# When \( 1/d^2 \) breaks down - part 2: area source

**Published:** Mar 22, 2024

**Source:** Dr Chris Robbins, Grallator

#### When \( 1/d^2 \) breaks down - part 2: area source

##### Dr Chris Robbins, Grallator

A previous note has looked at the variation of source with distance for a line source (**part 1: line source**). This
note considers the same problem for an area source and might, for example, represent
the radiation field due to a radioactive liquid spill.

Consider a radioactive area source of radius \(R\) and activity of \(S_A\) per unit area. We seek
to evaluate the intensity at a point \(D\), a distance \(d\) along the vertical axis, as shown below.

Let \(dA\) be an infinitely small area element centred a distance \(r\) from the centre. The contribution to the total intensity at \(D\) will be given by the source from the area element modified by \(1/l^2\), the distance to the detector. \[ dS=\frac{S_A \space dA}{l^2} \] Using polar coordinates the area element is given by \(dA=r dr d\theta\), and the total intensity at \(D\) is giving by integrating all the contributions: \[ S=\int^{2\pi}_0 \int^R_0 \frac{S_A r \space dr d\theta}{l^2} \]

The integral over \(\theta\) is trivial. Changing the order of integration, evaluating the now inner integral, and using \(l^2 = d^2 + r^2\) gives \[ S=2\pi S_A \int^R_0 \frac{r \space dr }{d^2+r^2} \] To solve this the substitution \(u= {\left( d^2 + r^2 \right)}^\frac{1}{2}\) so that \[ \frac{du}{dr}=\frac{r}{{\left( d^2 + r^2 \right)}^\frac{1}{2}} \Rightarrow r \space dr = u \space du \Rightarrow \frac{r \space dr }{d^2+r^2}=\frac{u \space du }{u^2}= \frac{1 }{u}du \] to obtain \[ S=2\pi S_A \int^{{\left( d^2 + r^2 \right)}^\frac{1}{2}}_{d} \frac{1 }{u}du = 2\pi S_A \mathrm{ln} \left( \sqrt{1+\frac{R^2}{d^2}} \right) \]

Now for a sanity check! We know that are large distances the intensity of radiation should fall as \(1/d^2\). Can we obtain this from the above?

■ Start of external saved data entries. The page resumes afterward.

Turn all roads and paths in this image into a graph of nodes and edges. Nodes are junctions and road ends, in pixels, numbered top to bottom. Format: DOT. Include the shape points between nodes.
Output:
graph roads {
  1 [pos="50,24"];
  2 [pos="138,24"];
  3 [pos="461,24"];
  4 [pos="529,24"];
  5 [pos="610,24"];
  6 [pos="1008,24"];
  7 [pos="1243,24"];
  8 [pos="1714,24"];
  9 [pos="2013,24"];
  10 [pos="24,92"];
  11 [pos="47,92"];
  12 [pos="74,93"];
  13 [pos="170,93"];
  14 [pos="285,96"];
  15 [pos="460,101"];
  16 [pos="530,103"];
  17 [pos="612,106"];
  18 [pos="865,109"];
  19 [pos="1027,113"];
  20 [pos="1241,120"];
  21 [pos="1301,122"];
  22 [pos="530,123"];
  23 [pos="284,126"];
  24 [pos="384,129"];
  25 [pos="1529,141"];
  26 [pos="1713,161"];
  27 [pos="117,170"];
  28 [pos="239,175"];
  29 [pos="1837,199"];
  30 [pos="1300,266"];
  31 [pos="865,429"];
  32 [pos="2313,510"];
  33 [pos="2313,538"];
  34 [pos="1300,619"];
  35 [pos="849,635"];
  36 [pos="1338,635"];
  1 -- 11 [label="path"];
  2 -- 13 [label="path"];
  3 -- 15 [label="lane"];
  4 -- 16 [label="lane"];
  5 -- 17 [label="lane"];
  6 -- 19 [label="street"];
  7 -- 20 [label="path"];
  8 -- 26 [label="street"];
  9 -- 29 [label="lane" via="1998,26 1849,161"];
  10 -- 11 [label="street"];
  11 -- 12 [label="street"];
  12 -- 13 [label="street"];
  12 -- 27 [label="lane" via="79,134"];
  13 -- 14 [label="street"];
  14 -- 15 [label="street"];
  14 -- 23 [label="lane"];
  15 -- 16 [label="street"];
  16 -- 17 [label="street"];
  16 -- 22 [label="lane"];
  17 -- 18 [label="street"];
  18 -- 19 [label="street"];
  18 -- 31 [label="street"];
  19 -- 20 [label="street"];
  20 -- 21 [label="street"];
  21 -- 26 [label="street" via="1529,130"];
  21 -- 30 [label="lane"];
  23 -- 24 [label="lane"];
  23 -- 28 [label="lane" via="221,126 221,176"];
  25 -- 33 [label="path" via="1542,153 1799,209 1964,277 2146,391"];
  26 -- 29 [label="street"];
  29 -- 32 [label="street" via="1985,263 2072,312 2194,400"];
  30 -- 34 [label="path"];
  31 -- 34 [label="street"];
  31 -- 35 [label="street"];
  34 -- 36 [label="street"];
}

For \(d \gg R\) (a long distance from the area source compared with its size) a binomial expansion of the square root gives the following approximation to first order \[ \sqrt{1+\frac{R^2}{d^2}} \approx 1+ \frac{1}{2} \frac{R^2}{d^2} \] Now using a Maclaurin expansion for the log function to first order, \[ \mathrm{ln}(1+x) \approx x \Rightarrow \mathrm{ln} \left( \sqrt{1+\frac{R^2}{d^2}} \right) \approx \mathrm{ln} \left( 1+ \frac{1}{2} \frac{R^2}{d^2} \right) \approx \frac{1}{2} \frac{R^2}{d^2} \] so that \[ S = 2\pi S_A \mathrm{ln} \left( \sqrt{1+\frac{R^2}{d^2}} \right) \approx \frac{\pi R^2 S_A}{d^2} \] This expression gives the expected result; the total source strength is the source per unit area multiplied by the area, and its intensity falls as \(1/d^2\) . As with the line source, things break down close to the source and care must be taken when defining a reference point from which to use a \(1/d^2\) approximation.

To look at this we'll use: \[\quad R = 1 \quad \mathrm{arbitrary \space distance \space units} \] \[\quad S_A = 1 \quad \mathrm{arbitrary \space activity \space units} \] and \(d\) will range from 1 to 30 distance units. As with the line source, a reference measurement will be taken at 1 distance unit and 20 distance units.

The results of a \(1/d^2\) calculation using the above two reference points is shown in the plot below.

As with the line source the following is concluded

- Taking a reference measurement very near the source results in a \(1/d^2\) model under-predicting intensity at larger distances.
- Taking a reference measurement at a larger distance from the source results in a \(1/d^2\) model over-predicting intensity at smaller distances.